:: Exercise goal ::
Each entry that follows should be written again verbatim.

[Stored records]

BEGIN

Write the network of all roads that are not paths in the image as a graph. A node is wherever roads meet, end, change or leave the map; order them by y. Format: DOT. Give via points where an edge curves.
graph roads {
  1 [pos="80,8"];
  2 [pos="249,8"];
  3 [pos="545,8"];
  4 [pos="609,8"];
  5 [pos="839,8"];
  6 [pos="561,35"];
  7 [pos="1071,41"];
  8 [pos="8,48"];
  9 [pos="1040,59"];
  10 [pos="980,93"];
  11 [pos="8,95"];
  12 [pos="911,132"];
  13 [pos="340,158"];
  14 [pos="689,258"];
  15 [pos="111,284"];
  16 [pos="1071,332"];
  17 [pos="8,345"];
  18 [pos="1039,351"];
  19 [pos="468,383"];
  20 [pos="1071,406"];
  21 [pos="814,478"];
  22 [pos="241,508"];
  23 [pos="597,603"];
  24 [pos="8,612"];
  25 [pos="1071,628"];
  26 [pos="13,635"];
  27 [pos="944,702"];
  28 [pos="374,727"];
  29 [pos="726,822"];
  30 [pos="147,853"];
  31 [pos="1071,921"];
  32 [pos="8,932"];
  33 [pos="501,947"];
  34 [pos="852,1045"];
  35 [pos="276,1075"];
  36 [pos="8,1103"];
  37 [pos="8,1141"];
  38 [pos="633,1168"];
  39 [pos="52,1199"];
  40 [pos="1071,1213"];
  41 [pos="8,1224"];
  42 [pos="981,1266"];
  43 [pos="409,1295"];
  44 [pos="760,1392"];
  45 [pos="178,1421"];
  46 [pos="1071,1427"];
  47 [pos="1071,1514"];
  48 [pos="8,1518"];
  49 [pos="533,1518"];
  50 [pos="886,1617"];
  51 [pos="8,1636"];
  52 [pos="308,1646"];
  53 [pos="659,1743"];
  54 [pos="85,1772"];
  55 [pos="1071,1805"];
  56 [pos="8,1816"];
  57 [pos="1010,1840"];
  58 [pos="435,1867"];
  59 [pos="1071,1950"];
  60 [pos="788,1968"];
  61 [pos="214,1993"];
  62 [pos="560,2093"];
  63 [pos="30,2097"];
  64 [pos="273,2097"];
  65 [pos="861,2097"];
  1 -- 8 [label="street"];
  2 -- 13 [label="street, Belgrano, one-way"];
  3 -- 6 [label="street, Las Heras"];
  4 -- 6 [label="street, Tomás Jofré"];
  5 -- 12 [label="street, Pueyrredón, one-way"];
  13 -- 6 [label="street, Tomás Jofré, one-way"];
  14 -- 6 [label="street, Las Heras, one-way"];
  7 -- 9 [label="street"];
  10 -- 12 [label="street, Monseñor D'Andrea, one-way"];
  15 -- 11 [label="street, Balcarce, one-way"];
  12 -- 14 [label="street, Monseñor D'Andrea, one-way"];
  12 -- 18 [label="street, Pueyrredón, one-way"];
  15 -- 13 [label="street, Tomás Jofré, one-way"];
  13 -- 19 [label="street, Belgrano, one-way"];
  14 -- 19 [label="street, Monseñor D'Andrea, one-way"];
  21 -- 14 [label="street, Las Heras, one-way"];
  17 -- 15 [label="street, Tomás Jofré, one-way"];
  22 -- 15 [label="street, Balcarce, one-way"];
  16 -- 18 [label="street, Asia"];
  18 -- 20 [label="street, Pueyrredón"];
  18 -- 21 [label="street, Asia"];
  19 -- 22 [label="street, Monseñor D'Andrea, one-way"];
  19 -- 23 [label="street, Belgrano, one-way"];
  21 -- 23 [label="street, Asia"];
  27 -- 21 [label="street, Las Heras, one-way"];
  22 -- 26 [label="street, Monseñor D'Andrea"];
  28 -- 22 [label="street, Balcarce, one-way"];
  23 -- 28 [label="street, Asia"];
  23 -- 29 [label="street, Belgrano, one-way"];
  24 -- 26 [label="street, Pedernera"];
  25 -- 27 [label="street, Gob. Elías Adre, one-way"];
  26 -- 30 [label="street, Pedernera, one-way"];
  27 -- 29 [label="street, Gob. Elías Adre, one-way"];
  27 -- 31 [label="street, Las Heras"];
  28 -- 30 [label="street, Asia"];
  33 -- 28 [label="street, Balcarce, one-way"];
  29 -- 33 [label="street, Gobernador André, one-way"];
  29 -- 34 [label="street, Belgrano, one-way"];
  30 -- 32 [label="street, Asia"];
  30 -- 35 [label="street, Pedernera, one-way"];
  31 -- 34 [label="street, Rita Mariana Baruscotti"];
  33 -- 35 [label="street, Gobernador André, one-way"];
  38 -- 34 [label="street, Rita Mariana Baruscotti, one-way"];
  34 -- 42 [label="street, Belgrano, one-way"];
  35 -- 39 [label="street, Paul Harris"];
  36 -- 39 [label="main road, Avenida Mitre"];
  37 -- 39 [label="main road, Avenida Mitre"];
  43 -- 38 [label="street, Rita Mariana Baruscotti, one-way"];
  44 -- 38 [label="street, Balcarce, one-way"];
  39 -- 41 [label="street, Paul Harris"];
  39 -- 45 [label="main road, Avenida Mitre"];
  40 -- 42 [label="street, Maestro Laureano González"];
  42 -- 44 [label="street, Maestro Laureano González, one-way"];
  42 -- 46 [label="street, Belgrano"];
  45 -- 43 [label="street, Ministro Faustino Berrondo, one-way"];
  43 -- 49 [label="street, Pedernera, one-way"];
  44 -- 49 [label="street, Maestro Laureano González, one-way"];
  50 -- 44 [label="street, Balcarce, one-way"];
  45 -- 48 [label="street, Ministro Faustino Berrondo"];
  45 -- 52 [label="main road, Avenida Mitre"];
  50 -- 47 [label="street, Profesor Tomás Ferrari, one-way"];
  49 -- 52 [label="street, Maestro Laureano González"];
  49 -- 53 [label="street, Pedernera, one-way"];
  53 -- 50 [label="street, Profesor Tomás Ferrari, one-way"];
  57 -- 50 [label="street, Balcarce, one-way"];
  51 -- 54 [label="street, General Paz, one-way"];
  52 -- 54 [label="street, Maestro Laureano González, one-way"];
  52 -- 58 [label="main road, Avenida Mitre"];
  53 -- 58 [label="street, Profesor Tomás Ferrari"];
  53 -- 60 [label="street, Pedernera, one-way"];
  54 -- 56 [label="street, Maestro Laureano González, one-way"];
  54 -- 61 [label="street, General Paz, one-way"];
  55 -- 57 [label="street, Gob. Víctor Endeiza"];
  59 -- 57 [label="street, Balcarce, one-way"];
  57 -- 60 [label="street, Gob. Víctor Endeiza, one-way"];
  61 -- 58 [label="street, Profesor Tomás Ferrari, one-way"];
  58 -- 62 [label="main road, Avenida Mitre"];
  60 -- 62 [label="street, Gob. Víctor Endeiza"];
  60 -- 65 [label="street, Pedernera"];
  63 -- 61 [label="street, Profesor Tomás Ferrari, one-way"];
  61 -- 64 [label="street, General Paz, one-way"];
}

END

:: Result of this exercise ::
Write the network of all roads that are not paths in the image as a graph. A node is wherever roads meet, end, change or leave the map; order them by y. Format: DOT. Give via points where an edge curves.
graph roads {
  1 [pos="80,8"];
  2 [pos="249,8"];
  3 [pos="545,8"];
  4 [pos="609,8"];
  5 [pos="839,8"];
  6 [pos="561,35"];
  7 [pos="1071,41"];
  8 [pos="8,48"];
  9 [pos="1040,59"];
  10 [pos="980,93"];
  11 [pos="8,95"];
  12 [pos="911,132"];
  13 [pos="340,158"];
  14 [pos="689,258"];
  15 [pos="111,284"];
  16 [pos="1071,332"];
  17 [pos="8,345"];
  18 [pos="1039,351"];
  19 [pos="468,383"];
  20 [pos="1071,406"];
  21 [pos="814,478"];
  22 [pos="241,508"];
  23 [pos="597,603"];
  24 [pos="8,612"];
  25 [pos="1071,628"];
  26 [pos="13,635"];
  27 [pos="944,702"];
  28 [pos="374,727"];
  29 [pos="726,822"];
  30 [pos="147,853"];
  31 [pos="1071,921"];
  32 [pos="8,932"];
  33 [pos="501,947"];
  34 [pos="852,1045"];
  35 [pos="276,1075"];
  36 [pos="8,1103"];
  37 [pos="8,1141"];
  38 [pos="633,1168"];
  39 [pos="52,1199"];
  40 [pos="1071,1213"];
  41 [pos="8,1224"];
  42 [pos="981,1266"];
  43 [pos="409,1295"];
  44 [pos="760,1392"];
  45 [pos="178,1421"];
  46 [pos="1071,1427"];
  47 [pos="1071,1514"];
  48 [pos="8,1518"];
  49 [pos="533,1518"];
  50 [pos="886,1617"];
  51 [pos="8,1636"];
  52 [pos="308,1646"];
  53 [pos="659,1743"];
  54 [pos="85,1772"];
  55 [pos="1071,1805"];
  56 [pos="8,1816"];
  57 [pos="1010,1840"];
  58 [pos="435,1867"];
  59 [pos="1071,1950"];
  60 [pos="788,1968"];
  61 [pos="214,1993"];
  62 [pos="560,2093"];
  63 [pos="30,2097"];
  64 [pos="273,2097"];
  65 [pos="861,2097"];
  1 -- 8 [label="street"];
  2 -- 13 [label="street, Belgrano, one-way"];
  3 -- 6 [label="street, Las Heras"];
  4 -- 6 [label="street, Tomás Jofré"];
  5 -- 12 [label="street, Pueyrredón, one-way"];
  13 -- 6 [label="street, Tomás Jofré, one-way"];
  14 -- 6 [label="street, Las Heras, one-way"];
  7 -- 9 [label="street"];
  10 -- 12 [label="street, Monseñor D'Andrea, one-way"];
  15 -- 11 [label="street, Balcarce, one-way"];
  12 -- 14 [label="street, Monseñor D'Andrea, one-way"];
  12 -- 18 [label="street, Pueyrredón, one-way"];
  15 -- 13 [label="street, Tomás Jofré, one-way"];
  13 -- 19 [label="street, Belgrano, one-way"];
  14 -- 19 [label="street, Monseñor D'Andrea, one-way"];
  21 -- 14 [label="street, Las Heras, one-way"];
  17 -- 15 [label="street, Tomás Jofré, one-way"];
  22 -- 15 [label="street, Balcarce, one-way"];
  16 -- 18 [label="street, Asia"];
  18 -- 20 [label="street, Pueyrredón"];
  18 -- 21 [label="street, Asia"];
  19 -- 22 [label="street, Monseñor D'Andrea, one-way"];
  19 -- 23 [label="street, Belgrano, one-way"];
  21 -- 23 [label="street, Asia"];
  27 -- 21 [label="street, Las Heras, one-way"];
  22 -- 26 [label="street, Monseñor D'Andrea"];
  28 -- 22 [label="street, Balcarce, one-way"];
  23 -- 28 [label="street, Asia"];
  23 -- 29 [label="street, Belgrano, one-way"];
  24 -- 26 [label="street, Pedernera"];
  25 -- 27 [label="street, Gob. Elías Adre, one-way"];
  26 -- 30 [label="street, Pedernera, one-way"];
  27 -- 29 [label="street, Gob. Elías Adre, one-way"];
  27 -- 31 [label="street, Las Heras"];
  28 -- 30 [label="street, Asia"];
  33 -- 28 [label="street, Balcarce, one-way"];
  29 -- 33 [label="street, Gobernador André, one-way"];
  29 -- 34 [label="street, Belgrano, one-way"];
  30 -- 32 [label="street, Asia"];
  30 -- 35 [label="street, Pedernera, one-way"];
  31 -- 34 [label="street, Rita Mariana Baruscotti"];
  33 -- 35 [label="street, Gobernador André, one-way"];
  38 -- 34 [label="street, Rita Mariana Baruscotti, one-way"];
  34 -- 42 [label="street, Belgrano, one-way"];
  35 -- 39 [label="street, Paul Harris"];
  36 -- 39 [label="main road, Avenida Mitre"];
  37 -- 39 [label="main road, Avenida Mitre"];
  43 -- 38 [label="street, Rita Mariana Baruscotti, one-way"];
  44 -- 38 [label="street, Balcarce, one-way"];
  39 -- 41 [label="street, Paul Harris"];
  39 -- 45 [label="main road, Avenida Mitre"];
  40 -- 42 [label="street, Maestro Laureano González"];
  42 -- 44 [label="street, Maestro Laureano González, one-way"];
  42 -- 46 [label="street, Belgrano"];
  45 -- 43 [label="street, Ministro Faustino Berrondo, one-way"];
  43 -- 49 [label="street, Pedernera, one-way"];
  44 -- 49 [label="street, Maestro Laureano González, one-way"];
  50 -- 44 [label="street, Balcarce, one-way"];
  45 -- 48 [label="street, Ministro Faustino Berrondo"];
  45 -- 52 [label="main road, Avenida Mitre"];
  50 -- 47 [label="street, Profesor Tomás Ferrari, one-way"];
  49 -- 52 [label="street, Maestro Laureano González"];
  49 -- 53 [label="street, Pedernera, one-way"];
  53 -- 50 [label="street, Profesor Tomás Ferrari, one-way"];
  57 -- 50 [label="street, Balcarce, one-way"];
  51 -- 54 [label="street, General Paz, one-way"];
  52 -- 54 [label="street, Maestro Laureano González, one-way"];
  52 -- 58 [label="main road, Avenida Mitre"];
  53 -- 58 [label="street, Profesor Tomás Ferrari"];
  53 -- 60 [label="street, Pedernera, one-way"];
  54 -- 56 [label="street, Maestro Laureano González, one-way"];
  54 -- 61 [label="street, General Paz, one-way"];
  55 -- 57 [label="street, Gob. Víctor Endeiza"];
  59 -- 57 [label="street, Balcarce, one-way"];
  57 -- 60 [label="street, Gob. Víctor Endeiza, one-way"];
  61 -- 58 [label="street, Profesor Tomás Ferrari, one-way"];
  58 -- 62 [label="main road, Avenida Mitre"];
  60 -- 62 [label="street, Gob. Víctor Endeiza"];
  60 -- 65 [label="street, Pedernera"];
  63 -- 61 [label="street, Profesor Tomás Ferrari, one-way"];
  61 -- 64 [label="street, General Paz, one-way"];
}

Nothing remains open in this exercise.